■ PROMPT
Collect all lines containing the word "road" from the data.

======== RECORDS PROVIDED ========

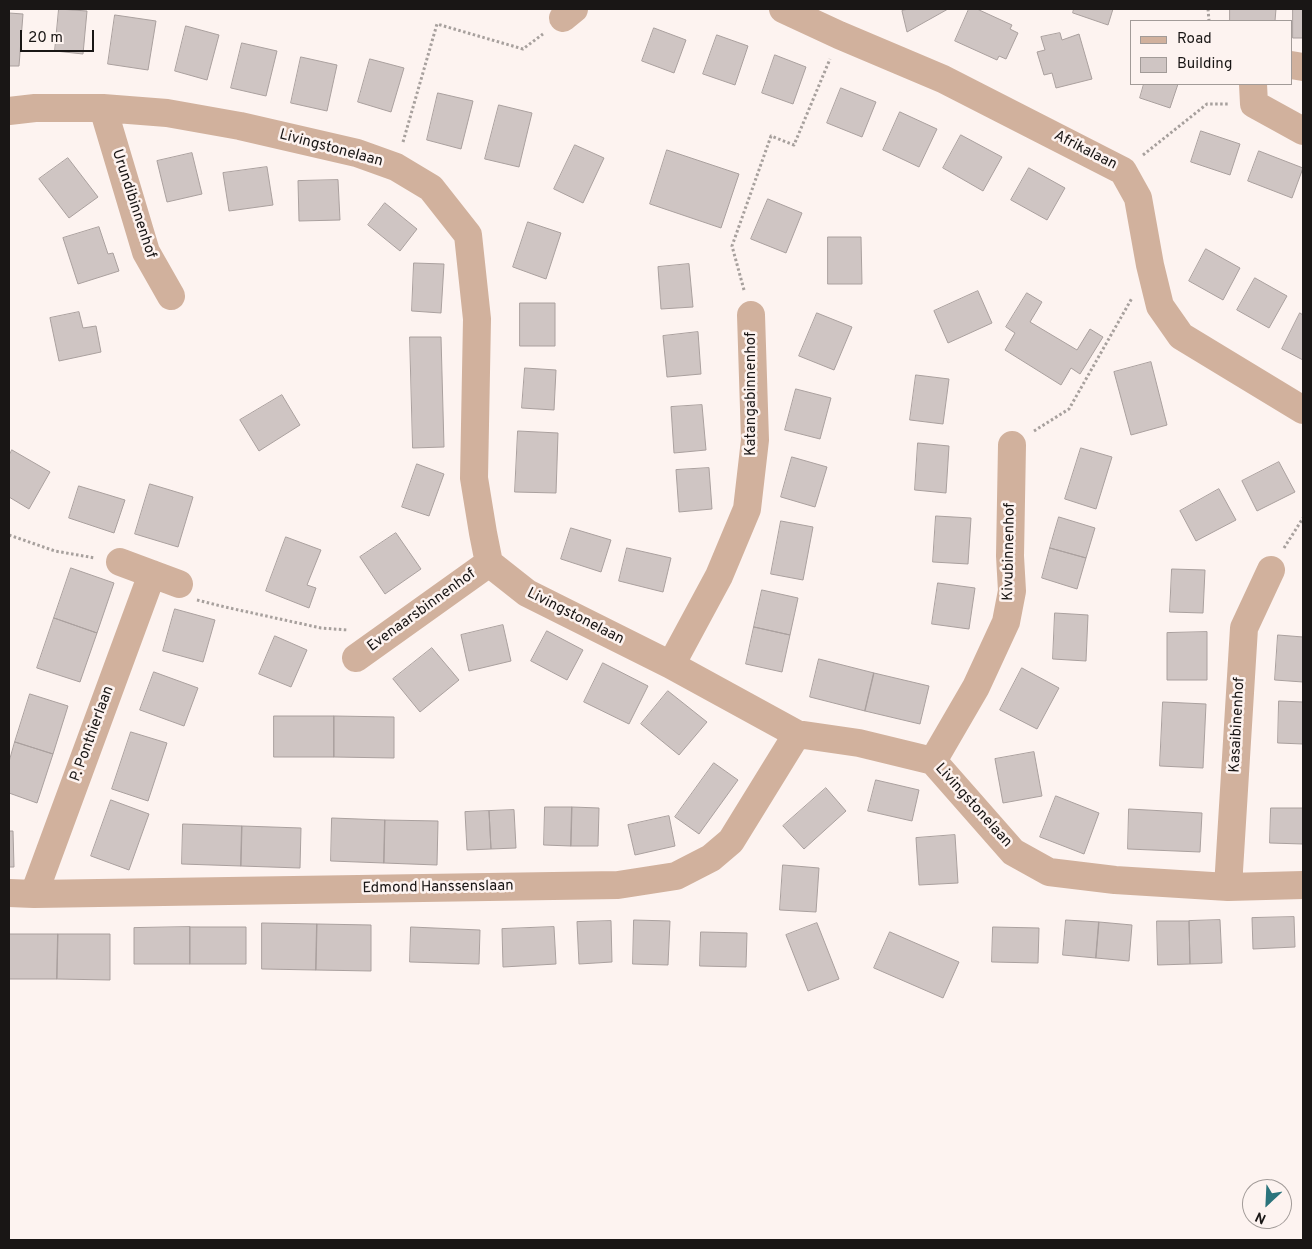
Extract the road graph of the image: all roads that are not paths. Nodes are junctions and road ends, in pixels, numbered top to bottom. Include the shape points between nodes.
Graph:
1 (783, 9) edge
2 (1254, 94) edge
3 (103, 108) junction
4 (9, 111) edge
5 (1303, 132) edge
6 (171, 296) dead end
7 (751, 315) road end
8 (1303, 410) edge
9 (1012, 444) road end
10 (120, 562) road end
11 (489, 563) junction
12 (1270, 570) road end
13 (152, 574) junction
14 (179, 584) road end
15 (356, 658) dead end
16 (671, 665) junction
17 (797, 734) junction
18 (933, 761) junction
19 (1303, 885) edge
20 (1228, 887) junction
21 (22, 894) edge

1 - 8 street, Afrikalaan via 944,79 1123,171 1138,198 1160,306 1181,336
2 - 5 street
3 - 4 street, Livingstonelaan
3 - 6 street, Urundibinnenhof via 146,252
3 - 11 street, Livingstonelaan via 167,113 357,153 396,167 431,188 468,236 477,319 474,478
7 - 16 street, Katangabinnenhof via 755,440 747,509 720,576
9 - 18 street, Kivubinnenhof via 1012,591 1006,622 976,687
10 - 13 street
11 - 15 street, Evenaarsbinnenhof
11 - 16 street, Livingstonelaan via 527,593
12 - 20 street, Kasaibinenhof via 1244,628
13 - 14 street
13 - 21 street, P. Ponthierlaan
16 - 17 street, Livingstonelaan
17 - 18 street, Livingstonelaan via 859,743
17 - 21 street, Edmond Hanssenslaan via 731,841 711,858 676,876 618,885
18 - 20 street, Livingstonelaan via 1013,852 1050,872 1115,880
19 - 20 street, Livingstonelaan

========

■ SOLUTION TO THE EXERCISE
Extract the road graph of the image: all roads that are not paths. Nodes are junctions and road ends, in pixels, numbered top to bottom. Include the shape points between nodes.
7 (751, 315) road end
9 (1012, 444) road end
10 (120, 562) road end
12 (1270, 570) road end
14 (179, 584) road end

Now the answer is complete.